DATA SUPPLIED:
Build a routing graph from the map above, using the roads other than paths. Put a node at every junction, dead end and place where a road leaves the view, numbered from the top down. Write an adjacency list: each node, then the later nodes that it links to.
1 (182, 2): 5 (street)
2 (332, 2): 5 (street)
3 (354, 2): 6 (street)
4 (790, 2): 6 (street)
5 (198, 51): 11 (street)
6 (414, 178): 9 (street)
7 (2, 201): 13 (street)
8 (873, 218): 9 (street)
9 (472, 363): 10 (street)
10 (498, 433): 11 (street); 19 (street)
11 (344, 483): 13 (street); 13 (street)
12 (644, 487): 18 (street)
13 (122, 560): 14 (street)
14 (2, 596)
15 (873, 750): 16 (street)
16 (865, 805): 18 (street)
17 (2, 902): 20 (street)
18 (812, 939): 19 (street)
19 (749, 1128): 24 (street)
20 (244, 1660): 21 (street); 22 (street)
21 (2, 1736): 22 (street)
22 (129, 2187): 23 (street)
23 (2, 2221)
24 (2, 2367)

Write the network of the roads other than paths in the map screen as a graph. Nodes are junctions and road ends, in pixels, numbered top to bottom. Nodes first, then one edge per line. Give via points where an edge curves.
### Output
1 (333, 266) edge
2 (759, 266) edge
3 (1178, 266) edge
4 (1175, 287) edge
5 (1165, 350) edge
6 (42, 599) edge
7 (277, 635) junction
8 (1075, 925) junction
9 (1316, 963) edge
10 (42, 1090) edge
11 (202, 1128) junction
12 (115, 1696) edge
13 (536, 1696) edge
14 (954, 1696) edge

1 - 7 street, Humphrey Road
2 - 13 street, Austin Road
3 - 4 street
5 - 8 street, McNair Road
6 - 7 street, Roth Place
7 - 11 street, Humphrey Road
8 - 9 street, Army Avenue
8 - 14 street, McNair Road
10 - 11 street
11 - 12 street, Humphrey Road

PROBLEM DETAILS: Which lines run from the one holding "Write the network" through the end of the data? Write them out exactly, ends included, and add nothing.

ANSWER TO THE EXERCISE:
Write the network of the roads other than paths in the map screen as a graph. Nodes are junctions and road ends, in pixels, numbered top to bottom. Nodes first, then one edge per line. Give via points where an edge curves.
### Output
1 (333, 266) edge
2 (759, 266) edge
3 (1178, 266) edge
4 (1175, 287) edge
5 (1165, 350) edge
6 (42, 599) edge
7 (277, 635) junction
8 (1075, 925) junction
9 (1316, 963) edge
10 (42, 1090) edge
11 (202, 1128) junction
12 (115, 1696) edge
13 (536, 1696) edge
14 (954, 1696) edge

1 - 7 street, Humphrey Road
2 - 13 street, Austin Road
3 - 4 street
5 - 8 street, McNair Road
6 - 7 street, Roth Place
7 - 11 street, Humphrey Road
8 - 9 street, Army Avenue
8 - 14 street, McNair Road
10 - 11 street
11 - 12 street, Humphrey Road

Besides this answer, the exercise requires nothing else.